We’ve cheated the system, bullied our way back into the record books. And we’ve told the world once again that in Happy Valley winning is more important than anything. All those boys who were raped? Well, that’s not our problem. What’s important is making sure coach Paterno’s 409-136-3 is restored.

“The whole thing leaves a bad taste in my mouth,” said Mister Mann Frisby, a Penn State alum, and track coach for more than 11 years.

“The NCAA sanctions athletes for the smallest things — you take a parent to lunch, it’s a violation. You help a student-athlete pay for airfare for their parent to see a game, it’s a violation. Students lose eligibility, sports programs are punished. And now, the NCAA is lifting sanctions after boys were molested and raped on his watch and he did little or nothing to stop it. This sends a terrible message,” said Frisby, who was the first person in his family to graduate from college.

This weekend, social media is abuzz with Penn State fans applauding the NCAA decision, feeling vindicated. For many others, me included, this ruling and the reaction from the Nittany Lion Nation wipes away any bonhomie the university was gaining over the past three years.

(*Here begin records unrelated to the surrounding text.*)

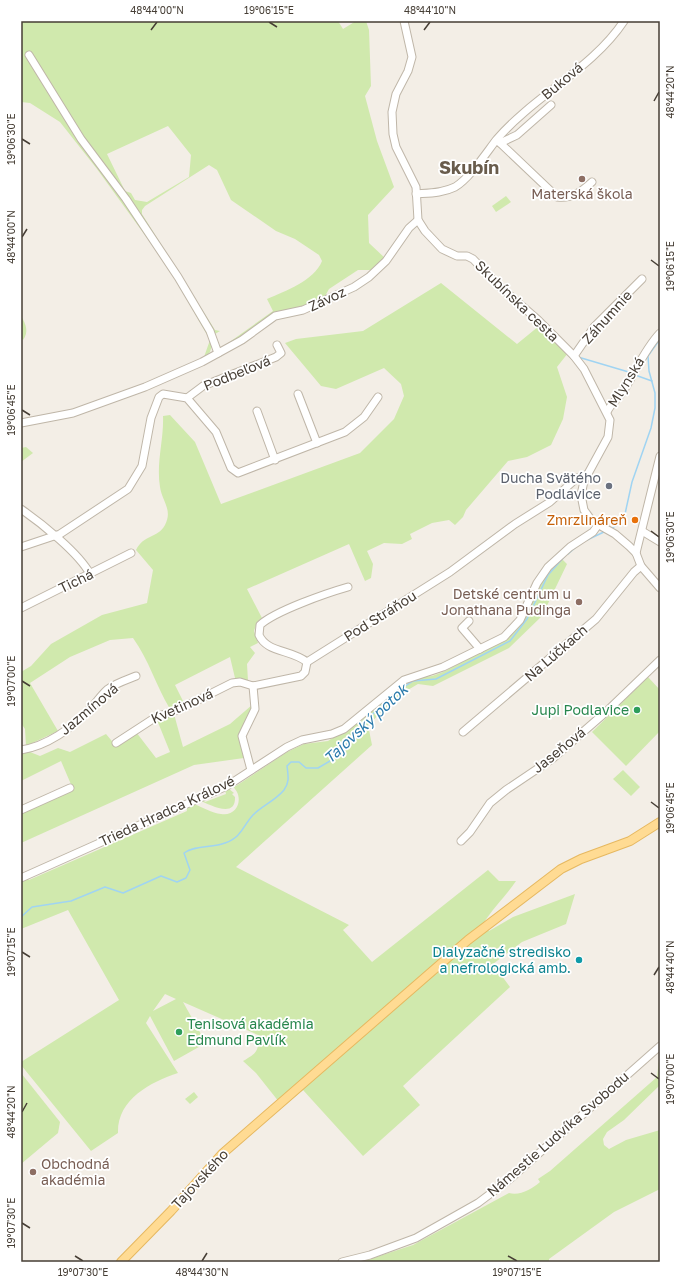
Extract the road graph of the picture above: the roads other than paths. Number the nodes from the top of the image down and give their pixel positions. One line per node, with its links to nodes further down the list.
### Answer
1 (404, 21): 7 (street)
2 (624, 21): 5 (street, Buková)
3 (29, 54): 12 (street)
4 (551, 105): 5 (street, Buková)
5 (498, 141): 6 (street); 7 (street, Buková)
6 (592, 182)
7 (416, 194): 8 (street)
8 (418, 220): 12 (street, Závoz); 13 (street, Skubínska cesta)
9 (642, 279): 13 (street, Záhumnie)
10 (660, 333): 18 (street, Mlynská)
11 (277, 345): 16 (street, Podbeľová)
12 (218, 353): 19 (street, Závoz)
13 (574, 356): 18 (street, Skubínska cesta)
14 (298, 394): 20 (street)
15 (378, 397): 20 (street)
16 (187, 398): 22 (street); 27 (street)
17 (257, 411): 22 (street)
18 (607, 412): 23 (street, Skubínska cesta)
19 (21, 423)
20 (317, 443): 22 (street)
21 (660, 456): 26 (street)
22 (276, 460)
23 (586, 475): 25 (street, Skubínska cesta); 40 (street, Pod Stráňou)
24 (21, 509): 27 (street)
25 (601, 526): 31 (street, Skubínska cesta); 38 (street, Trieda Hradca Králové)
26 (642, 531): 28 (street); 31 (street)
27 (55, 536): 29 (street); 33 (street)
28 (660, 542)
29 (21, 547)
30 (131, 553): 33 (street, Tichá)
31 (636, 553): 32 (street)
32 (641, 566): 35 (street); 43 (street, Na Lúčkach)
33 (90, 574): 36 (street, Tichá)
34 (348, 587): 40 (street)
35 (660, 588)
36 (21, 608)
37 (469, 621): 38 (street)
38 (480, 649): 46 (street, Trieda Hradca Králové)
39 (660, 660): 50 (street, Jaseňová)
40 (307, 662): 42 (street, Kvetinová)
41 (136, 676): 45 (street, Jazmínová)
42 (253, 686): 44 (street, Kvetinová); 46 (street)
43 (463, 732)
44 (116, 743)
45 (21, 750)
46 (251, 770): 51 (street, Trieda Hradca Králové)
47 (70, 788): 48 (street)
48 (21, 810)
49 (660, 822): 53 (main road, Tajovského)
50 (461, 841)
51 (21, 878)
52 (660, 1046): 54 (street, Námestie Ludvíka Svobodu)
53 (121, 1262)
54 (342, 1262)

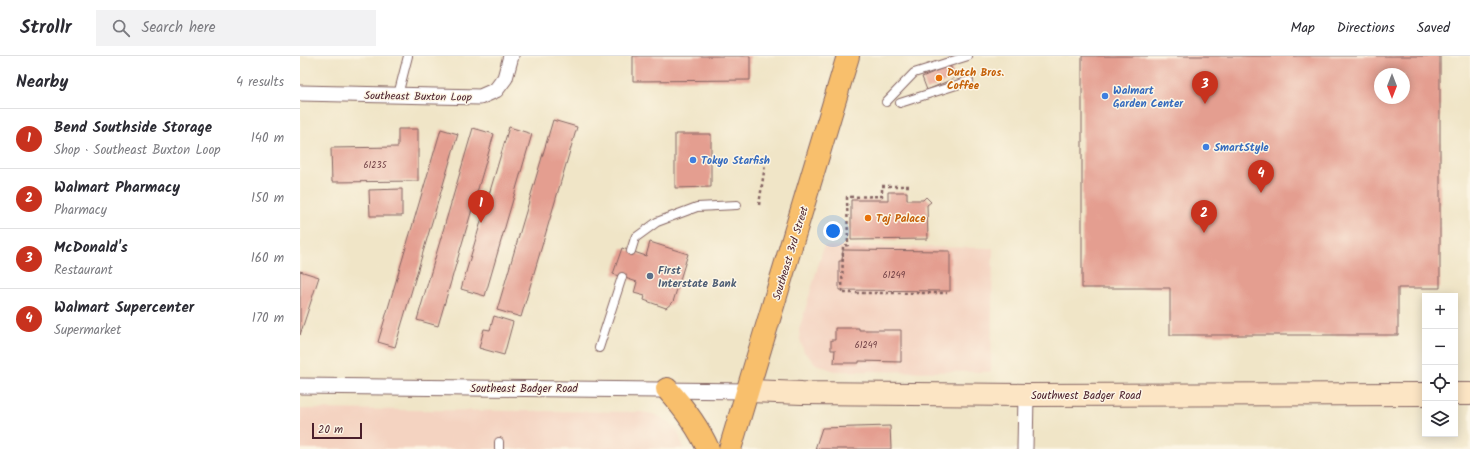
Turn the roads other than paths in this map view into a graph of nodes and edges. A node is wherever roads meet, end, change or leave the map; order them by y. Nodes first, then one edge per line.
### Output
1 (408, 56) edge
2 (511, 56) edge
3 (848, 56) edge
4 (968, 56) edge
5 (969, 81) dead end
6 (300, 93) edge
7 (398, 95) junction
8 (886, 102) dead end
9 (900, 102) dead end
10 (737, 205) dead end
11 (631, 251) dead end
12 (622, 277) dead end
13 (599, 348) dead end
14 (300, 386) edge
15 (668, 389) junction
16 (748, 391) junction
17 (1422, 394) edge
18 (1458, 394) edge
19 (1470, 394) edge
20 (1026, 395) junction
21 (708, 449) edge
22 (730, 449) edge
23 (1025, 449) edge

1 - 7 lane
2 - 7 street, Southeast Buxton Loop
3 - 16 main road, Southeast 3rd Street
4 - 8 lane
5 - 9 lane
6 - 7 street, Southeast Buxton Loop
10 - 11 lane
12 - 13 lane
14 - 15 street, Southeast Badger Road
15 - 16 street, Southeast Badger Road
15 - 21 main road
16 - 20 street, Southwest Badger Road
16 - 22 main road, Southeast 3rd Street
17 - 20 street, Southwest Badger Road
18 - 19 street
20 - 23 street

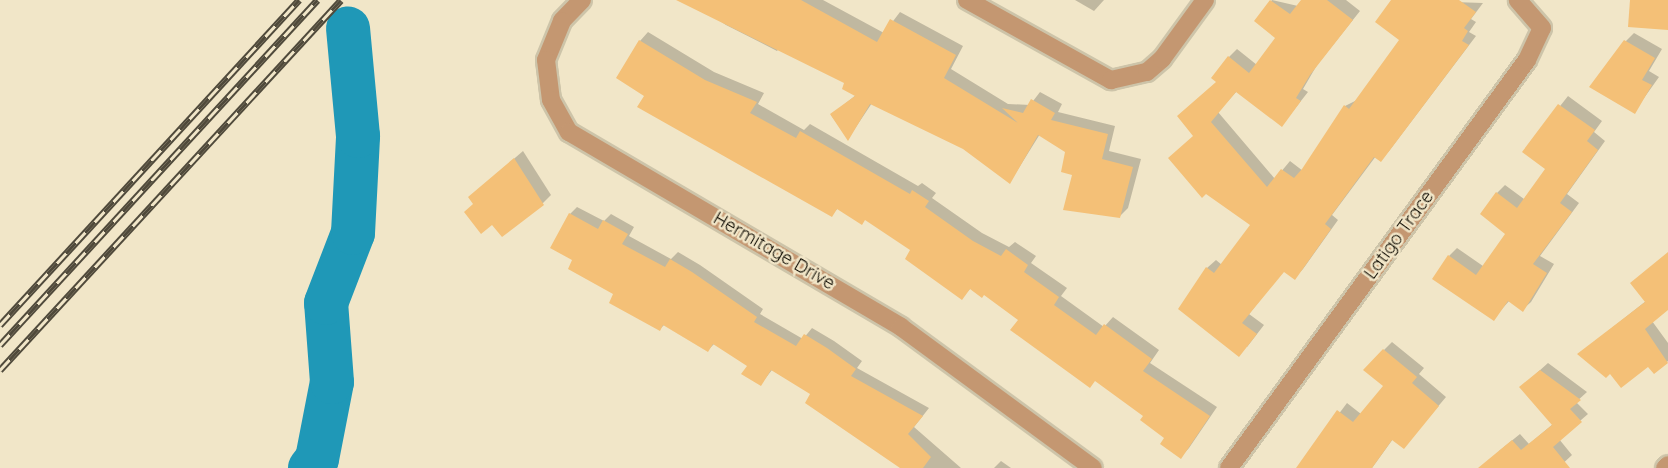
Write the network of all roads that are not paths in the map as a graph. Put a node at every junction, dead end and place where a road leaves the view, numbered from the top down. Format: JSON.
{"nodes":[{"id":1,"x":582,"y":0,"type":"edge"},
{"id":2,"x":967,"y":0,"type":"edge"},
{"id":3,"x":1205,"y":0,"type":"edge"},
{"id":4,"x":1518,"y":0,"type":"edge"},
{"id":5,"x":1093,"y":468,"type":"edge"},
{"id":6,"x":1229,"y":468,"type":"edge"}],
"edges":[{"from":1,"to":5,"type":"street","name":"Hermitage Drive"},
{"from":2,"to":3,"type":"street"},
{"from":4,"to":6,"type":"street","name":"Latigo Trace"}]}
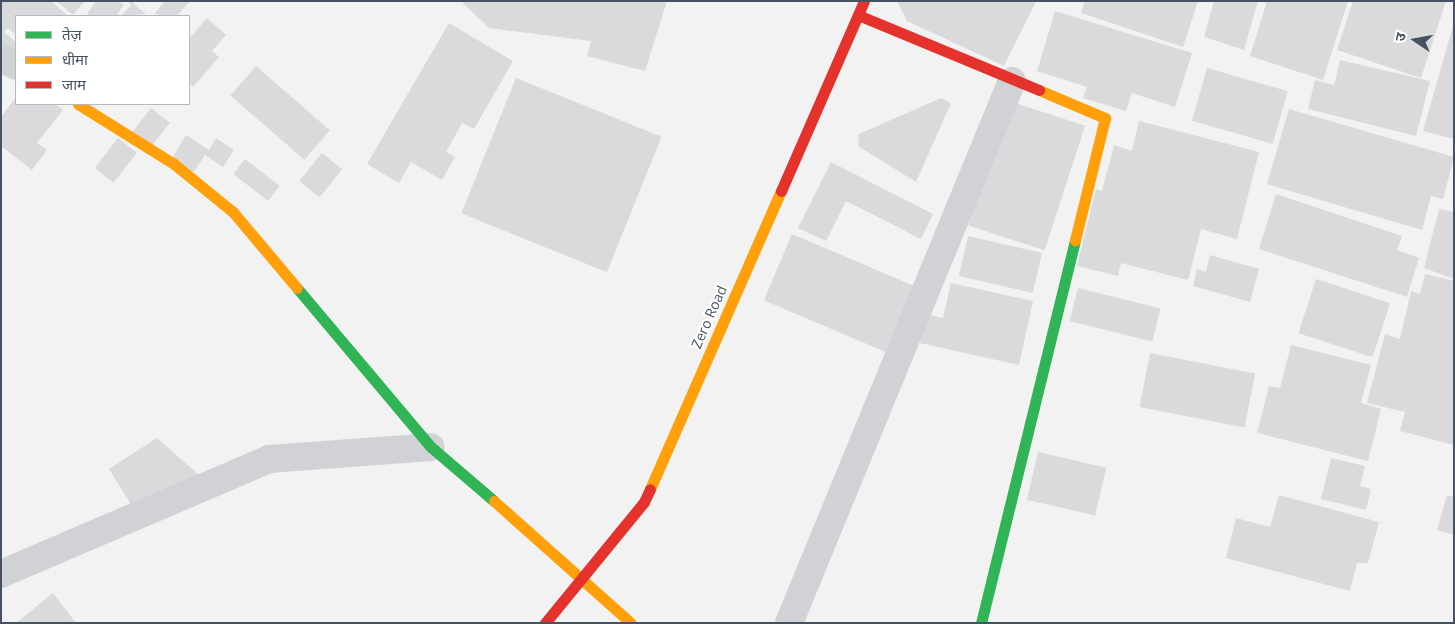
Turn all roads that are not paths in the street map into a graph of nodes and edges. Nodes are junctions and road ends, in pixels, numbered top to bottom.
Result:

“It is hard to believe that the NCAA and the school could take the most nauseating, the most horrifying, the most indefensible institutionalization of corruption in American sports — the Jerry Sandusky scandal — and make it worse, but today they just did,” said ESPN’s Keith Olbermann said on his show Friday.

It seemed that the university was trying to clean up its act. Joe Paterno and university president Graham Spanier had been fired. Both of those things needed to happen. The board of trustees had ushered in changes. The Sandusky trial ended after months of testimony almost too unbearable to watch as abuse victim after abuse victim told their painful stories about being raped and molested by Sandusky. A new coach was brought in and the team started winning.

That’s how healing happens; how forgiveness happens. One day at a time, trying to do better, be better than you were yesterday. There is no short cut on the road to redemption. Even coach Paterno knew that:

“Success without honor is an unseasoned dish; it will satisfy your hunger, but it won’t taste good.” — Joe Paterno

JoePa may be back atop the record books as the “winningest coach ever,” but he was not an honorable man — not when it came to putting the lives and safety of children above football. And no NCAA ruling can change that history.